Based on examples and docs I built the following query to receive RSS over time:

select c.ts / 1000000 as timestamp, c.value / 1000 as rss from counter as c left join process_counter_track as t on c.track_id = t.id left join process as p using (upid) where t.name like 'mem.rss' and p.name like '{packageName}' order by c.ts

I have 36 hours of traces. I stopped and started recording again a few times to analyze the intermediate result. So it’s not a single 36 hours trace, it’s 3 traces of around 12 hours each.

Use the batch processor to process a few traces in parallel. Open all traces from the folder with traces.

files = glob.glob(f'{tracesFolder}/*.perfetto-trace')
if (len(files) == 0):
    print(f"no trace files found in {tracesFolder}")
    exit()


print("loading:" + ' '.join(files))
with BatchTraceProcessor(files) as btp:

Request memory usage over time from each of them.

rssMemorySets = btp.query(f"select c.ts / 1000000 as timestamp, c.value / 1000 as rss from counter as c left join process_counter_track as t on c.track_id = t.id left join process as p using (upid) where t.name like 'mem.rss' and p.name like '{packageName}' order by c.ts")

The batch trace processor returns a list of results, 1 result per 1 file. Contact memory usage from different files and order by time:

rssMemory = pandas.concat(rssMemorySets)
rssMemory.sort_values(by=['timestamp'], inplace=True)

Draw a chart with memory usage.

rssMemory.plot(x='timestamp', y='rss')
RSS chart in perfetto UI

That’s better but… it’s still arguable. Some people may say that chart is okay, some might see a leak. Does it look okay to you?

Trend line

The linear trend line may suggest how a value is going to change in the future. Let’s draw it to see if RSS is slowly growing.

It’s time to remember some math from school. A linear function can be defined by the equation y = b * x + c. Polyfit function will help you find b and c for the trend line. Pass your x(timestamp), y(memory), and 1 as a degree and you will get an array of [ b, c ]. If coefficient b(first element of the array) is less than 0 trend line is decreasing, otherwise increasing.

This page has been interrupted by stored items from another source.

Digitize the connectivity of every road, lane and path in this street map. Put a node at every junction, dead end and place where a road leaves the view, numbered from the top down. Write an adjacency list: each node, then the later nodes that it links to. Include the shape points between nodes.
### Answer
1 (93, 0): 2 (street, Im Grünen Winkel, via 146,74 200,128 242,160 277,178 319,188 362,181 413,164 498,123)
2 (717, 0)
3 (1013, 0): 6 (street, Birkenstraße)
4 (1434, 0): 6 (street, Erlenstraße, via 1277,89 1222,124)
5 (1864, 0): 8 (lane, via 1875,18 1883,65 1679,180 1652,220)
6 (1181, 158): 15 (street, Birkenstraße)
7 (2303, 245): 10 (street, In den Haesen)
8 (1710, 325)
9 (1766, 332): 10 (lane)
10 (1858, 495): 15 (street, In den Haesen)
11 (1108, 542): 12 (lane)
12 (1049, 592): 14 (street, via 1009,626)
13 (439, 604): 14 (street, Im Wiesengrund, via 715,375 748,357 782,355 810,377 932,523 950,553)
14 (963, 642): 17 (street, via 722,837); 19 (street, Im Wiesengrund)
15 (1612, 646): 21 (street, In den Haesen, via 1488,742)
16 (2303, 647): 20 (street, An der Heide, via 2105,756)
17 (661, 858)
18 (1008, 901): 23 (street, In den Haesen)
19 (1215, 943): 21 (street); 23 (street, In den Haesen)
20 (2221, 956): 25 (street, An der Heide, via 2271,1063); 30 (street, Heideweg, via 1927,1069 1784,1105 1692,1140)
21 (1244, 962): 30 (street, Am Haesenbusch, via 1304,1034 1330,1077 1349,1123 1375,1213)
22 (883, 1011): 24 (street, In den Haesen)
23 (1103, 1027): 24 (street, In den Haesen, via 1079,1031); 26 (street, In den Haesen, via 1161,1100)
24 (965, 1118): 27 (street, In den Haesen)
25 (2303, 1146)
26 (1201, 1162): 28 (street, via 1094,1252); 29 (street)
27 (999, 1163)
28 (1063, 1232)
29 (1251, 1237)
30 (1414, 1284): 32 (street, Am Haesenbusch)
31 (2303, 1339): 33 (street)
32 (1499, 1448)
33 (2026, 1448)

def drawTrendLine(dataFrame, xKey, yKey, color, label):
  ts = pandas.to_numeric(dataFrame[xKey])
  mem = pandas.to_numeric(dataFrame[yKey])
  coefficients = np.polyfit(ts, mem, 1)
  b = coefficients[0]
  print(f'{label} has coefficient {b:.20f}')
  p = np.poly1d(coefficients)
  plt.plot(ts, p(ts), color=color, label=label)
  plt.legend()

I have rss trend line has coefficient -0.00000548365707914431 in the output. It means that the trend line is flat. Take a look at the trend line to check if the RSS values follow the calculated trend line.

RSS chart in perfetto UI

Thank you for reading

You can find the whole script on Git Hub.

If you have a similar problem, do not be afraid to write a custom tool. It’s easier than it seems, at least when you do it for the second time 😅.